§ Saved entries
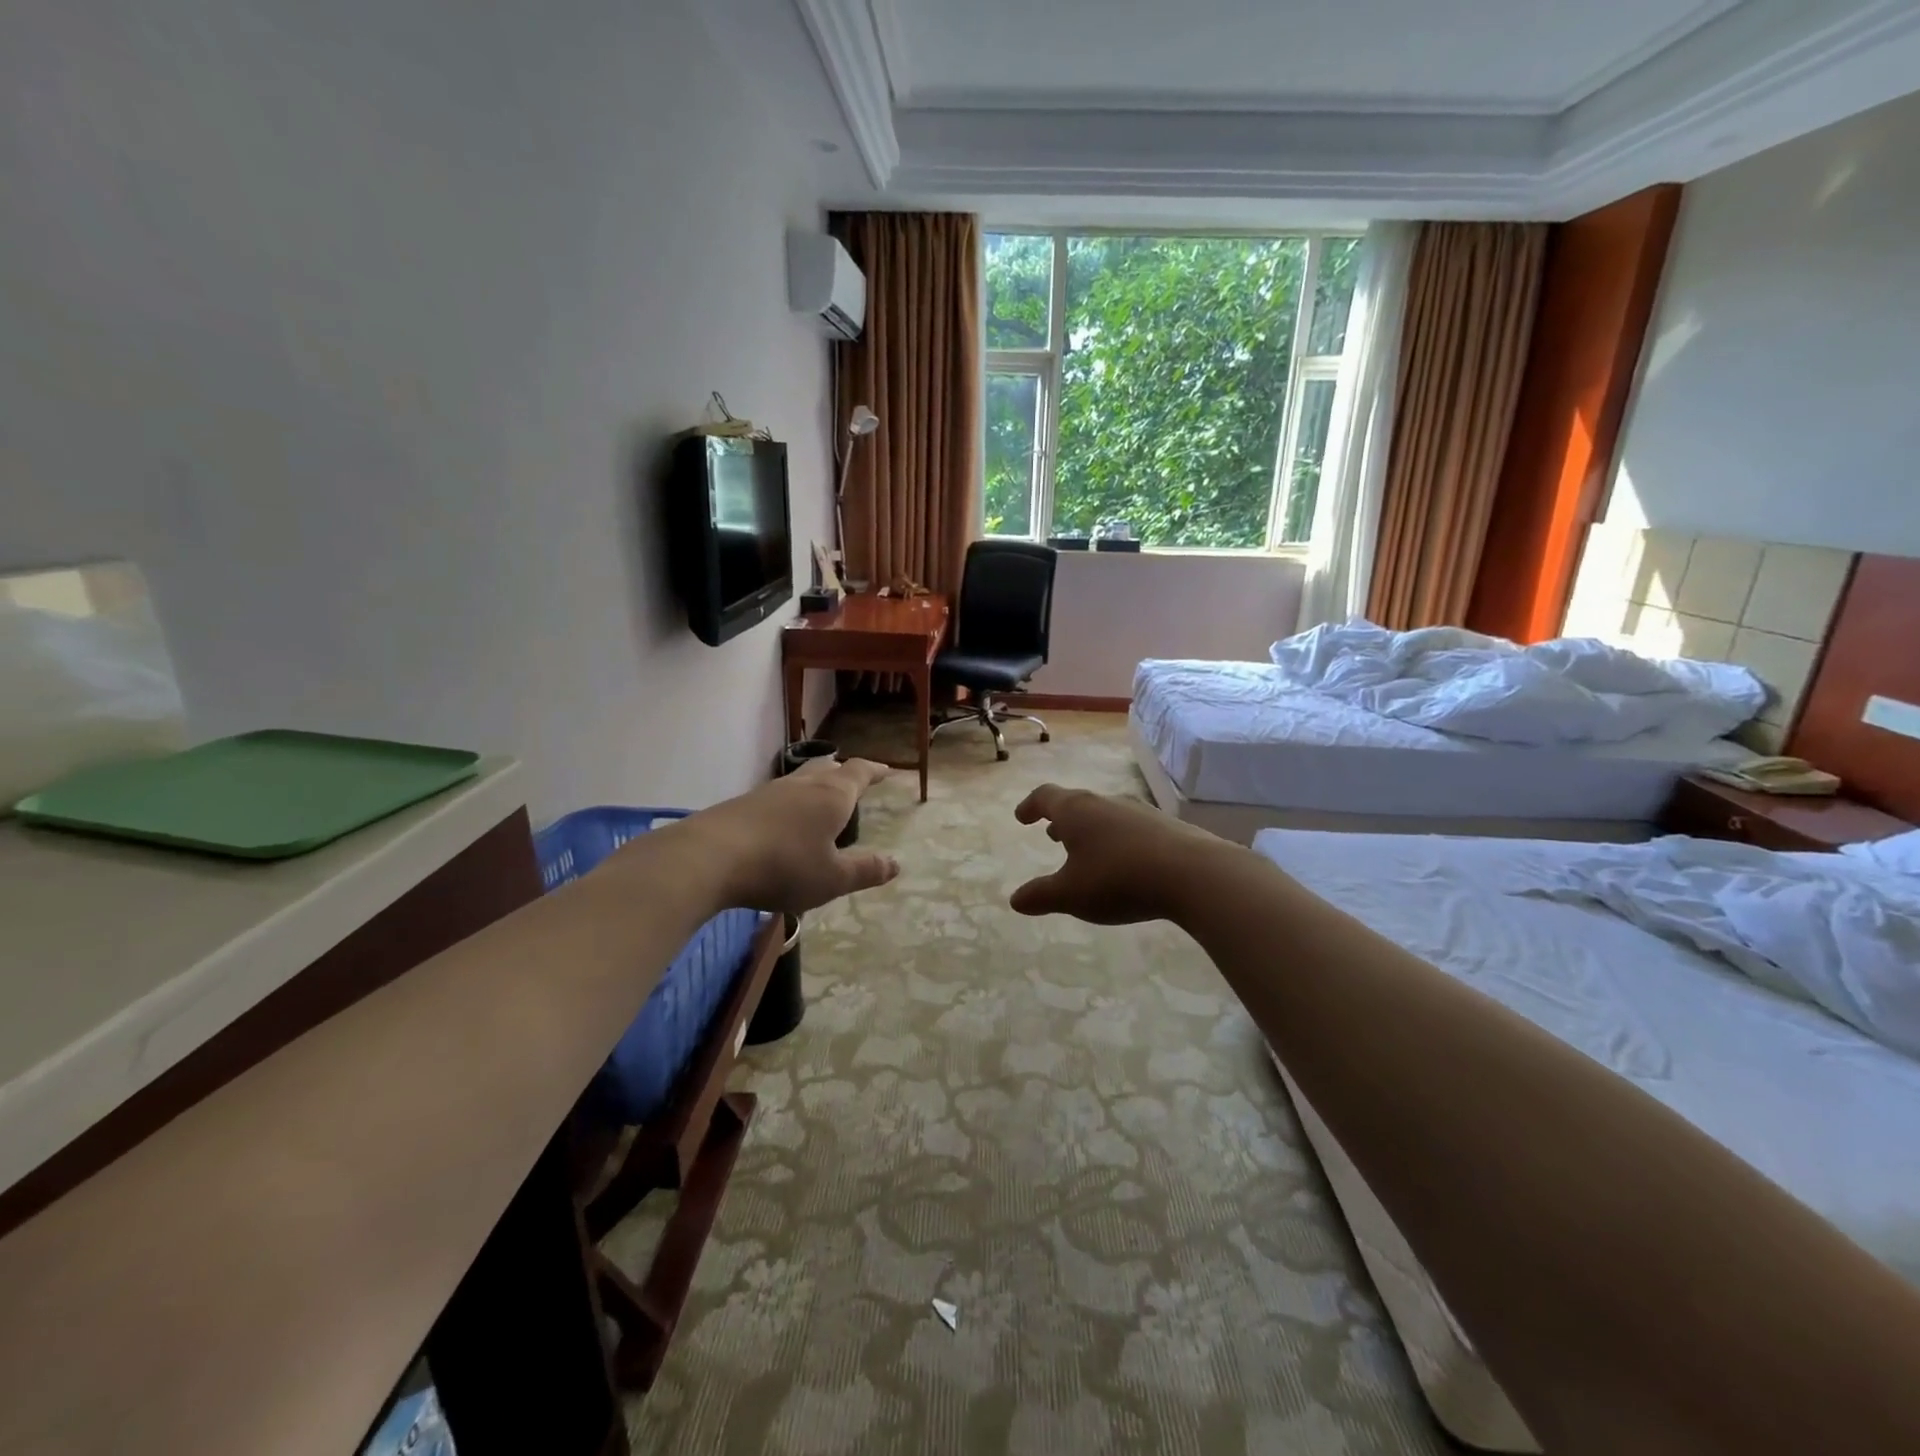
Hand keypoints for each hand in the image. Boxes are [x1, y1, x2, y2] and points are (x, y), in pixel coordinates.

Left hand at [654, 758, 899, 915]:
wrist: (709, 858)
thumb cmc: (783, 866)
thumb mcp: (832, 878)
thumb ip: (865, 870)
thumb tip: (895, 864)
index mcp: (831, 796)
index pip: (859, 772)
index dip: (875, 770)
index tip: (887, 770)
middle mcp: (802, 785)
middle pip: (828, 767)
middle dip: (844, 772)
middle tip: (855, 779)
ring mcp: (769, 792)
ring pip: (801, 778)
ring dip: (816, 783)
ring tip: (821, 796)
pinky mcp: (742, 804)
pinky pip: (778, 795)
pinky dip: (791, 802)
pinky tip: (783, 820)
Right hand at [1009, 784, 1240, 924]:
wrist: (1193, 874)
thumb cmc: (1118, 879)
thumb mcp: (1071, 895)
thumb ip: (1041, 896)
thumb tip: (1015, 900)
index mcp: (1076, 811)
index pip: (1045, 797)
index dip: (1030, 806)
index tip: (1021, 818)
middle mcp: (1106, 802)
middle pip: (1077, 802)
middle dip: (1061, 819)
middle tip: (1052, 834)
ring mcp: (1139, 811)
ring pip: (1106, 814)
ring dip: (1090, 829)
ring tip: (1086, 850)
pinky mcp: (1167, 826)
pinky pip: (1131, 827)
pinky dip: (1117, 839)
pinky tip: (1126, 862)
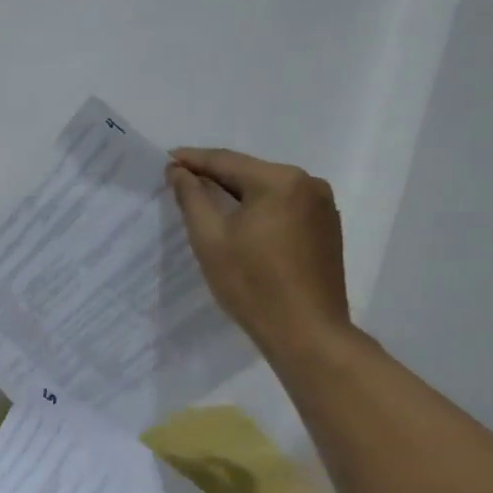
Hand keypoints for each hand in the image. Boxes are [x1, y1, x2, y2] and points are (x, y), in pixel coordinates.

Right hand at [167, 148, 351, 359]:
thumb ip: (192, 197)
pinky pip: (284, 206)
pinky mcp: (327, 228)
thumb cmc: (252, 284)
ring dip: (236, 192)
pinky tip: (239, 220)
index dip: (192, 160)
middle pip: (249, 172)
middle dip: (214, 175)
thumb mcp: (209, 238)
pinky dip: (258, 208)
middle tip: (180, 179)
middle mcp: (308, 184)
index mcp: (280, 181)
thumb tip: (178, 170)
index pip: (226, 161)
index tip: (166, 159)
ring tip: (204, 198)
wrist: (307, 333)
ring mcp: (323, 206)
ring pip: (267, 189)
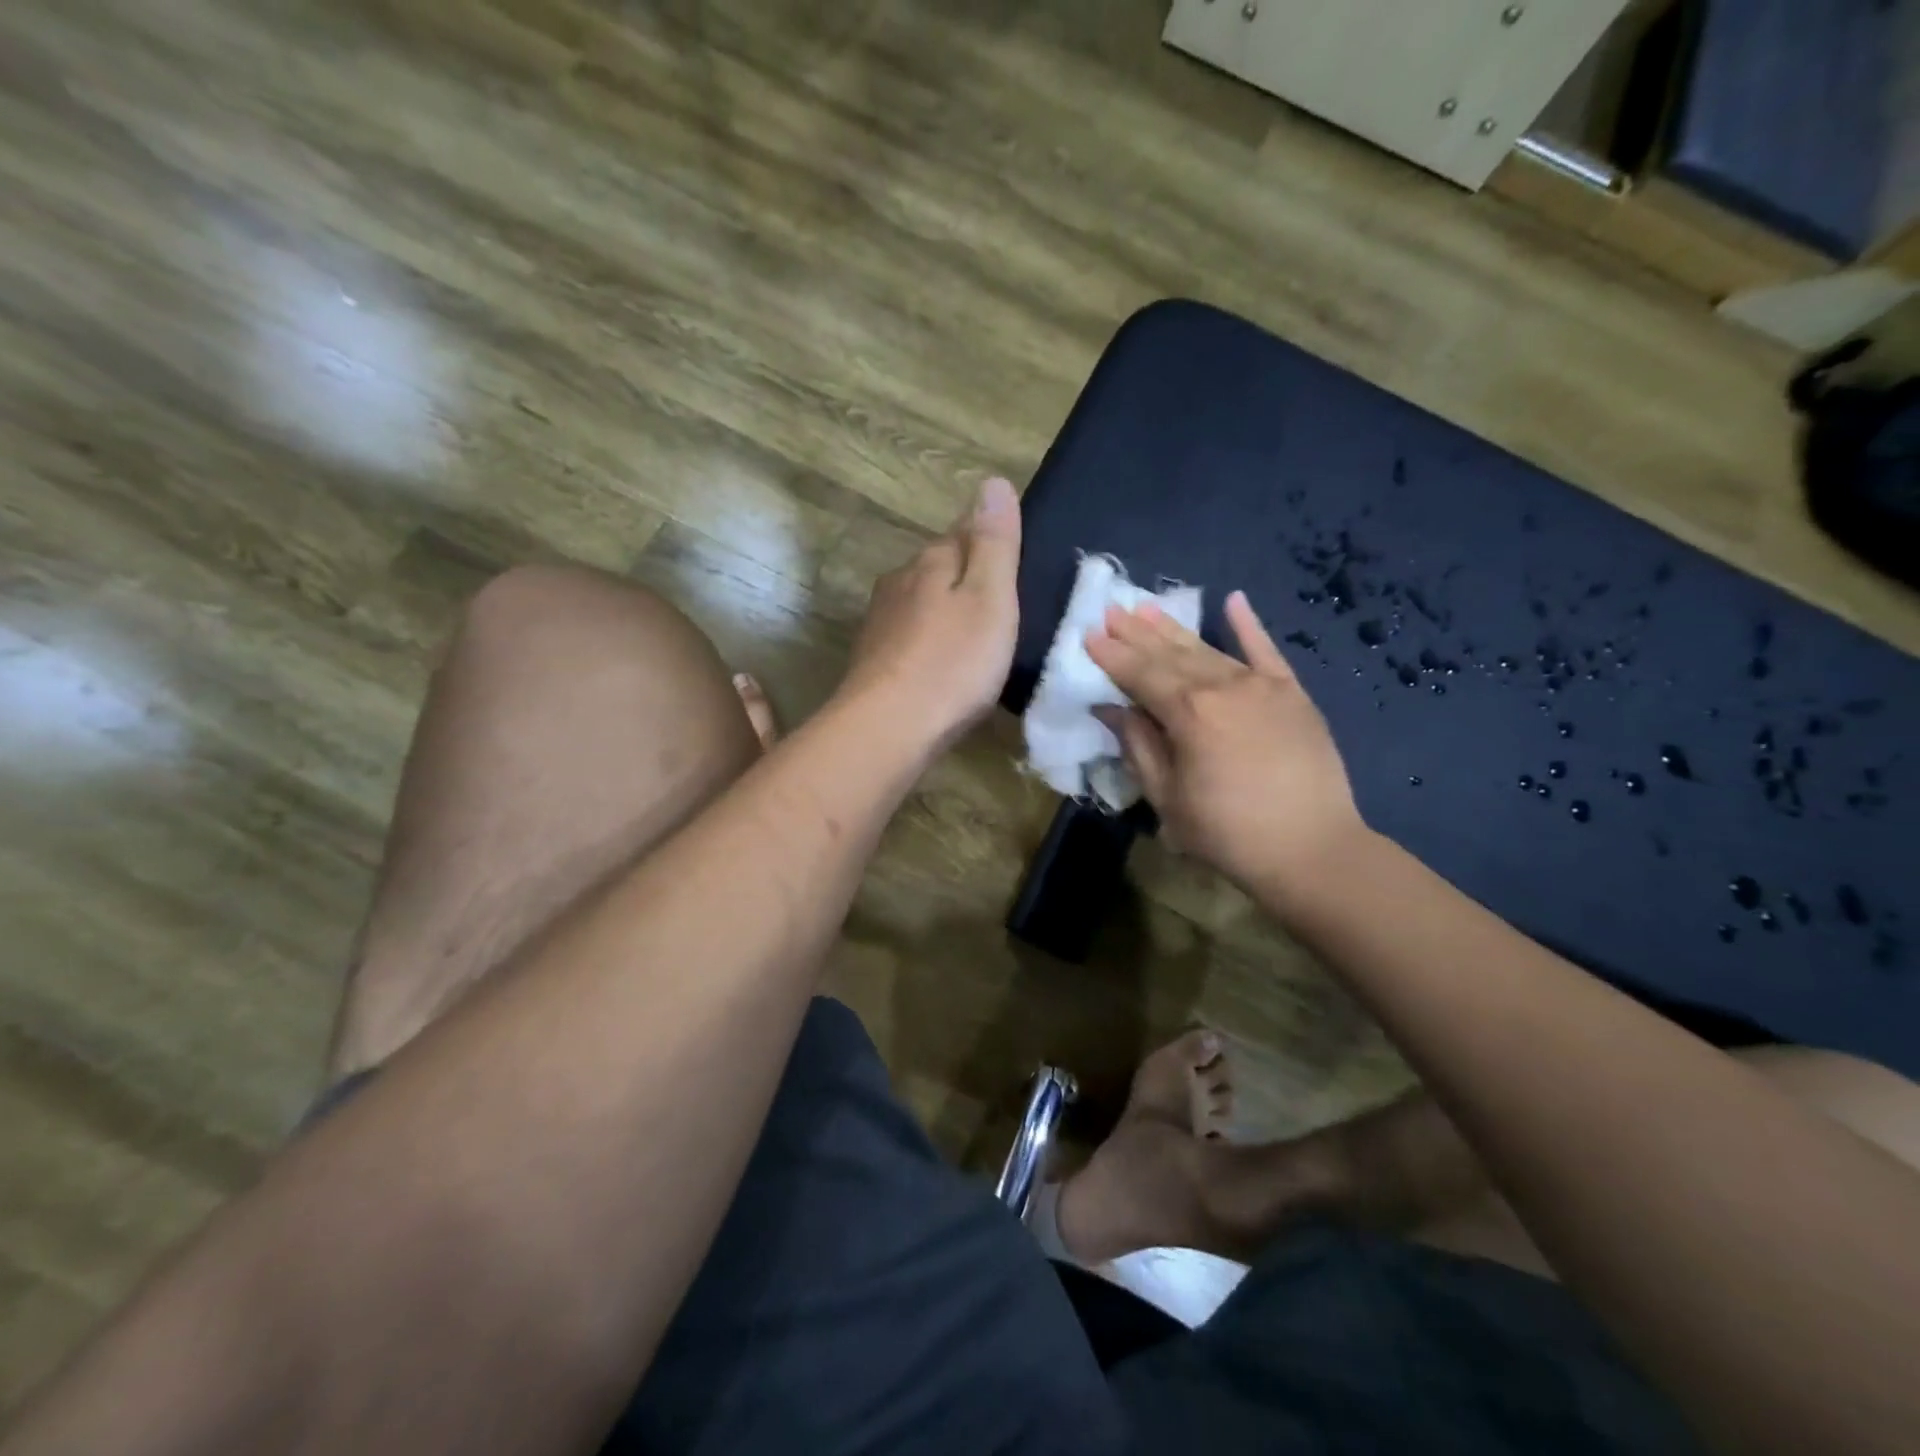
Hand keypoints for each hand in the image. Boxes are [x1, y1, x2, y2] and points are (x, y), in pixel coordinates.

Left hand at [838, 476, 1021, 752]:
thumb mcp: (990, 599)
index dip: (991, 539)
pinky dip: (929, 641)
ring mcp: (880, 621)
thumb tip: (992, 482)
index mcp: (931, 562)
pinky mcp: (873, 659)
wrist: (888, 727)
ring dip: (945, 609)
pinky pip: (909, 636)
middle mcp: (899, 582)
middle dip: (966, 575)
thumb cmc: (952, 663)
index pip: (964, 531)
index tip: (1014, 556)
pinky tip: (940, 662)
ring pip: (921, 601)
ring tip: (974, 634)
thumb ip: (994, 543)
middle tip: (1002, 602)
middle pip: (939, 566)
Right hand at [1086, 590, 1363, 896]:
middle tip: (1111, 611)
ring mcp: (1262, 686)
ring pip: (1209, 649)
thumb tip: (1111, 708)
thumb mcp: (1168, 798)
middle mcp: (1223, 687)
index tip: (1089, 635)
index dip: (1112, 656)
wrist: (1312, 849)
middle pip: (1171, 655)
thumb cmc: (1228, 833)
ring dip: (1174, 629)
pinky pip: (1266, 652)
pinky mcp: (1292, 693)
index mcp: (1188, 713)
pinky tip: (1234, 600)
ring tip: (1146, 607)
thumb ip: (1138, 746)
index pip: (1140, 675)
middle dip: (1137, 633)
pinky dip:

§ Exercise aim
Lines above that contain the string "hand" make up the answer.

§ Final answer
Hand keypoints for each hand in the image. Boxes are [x1, y1, x2, y2] and points are (x, y), in pixel coordinates.
Left hand at [654, 758, 899, 915]:
Right hand at [1009, 784, 1240, 924]:
Hand keypoints for each hand in the image. Boxes are [x1, y1, x2, y2] and points are (x, y), in pixel coordinates.
Right hand at [167, 148, 351, 359]:
Hand keypoints for each hand in the image. Boxes are [x1, y1, x2, y2] and points are (x, y), in pixel coordinates.
Left hand at [838, 476, 1021, 752]:
Right hand at [1086, 590, 1363, 896]:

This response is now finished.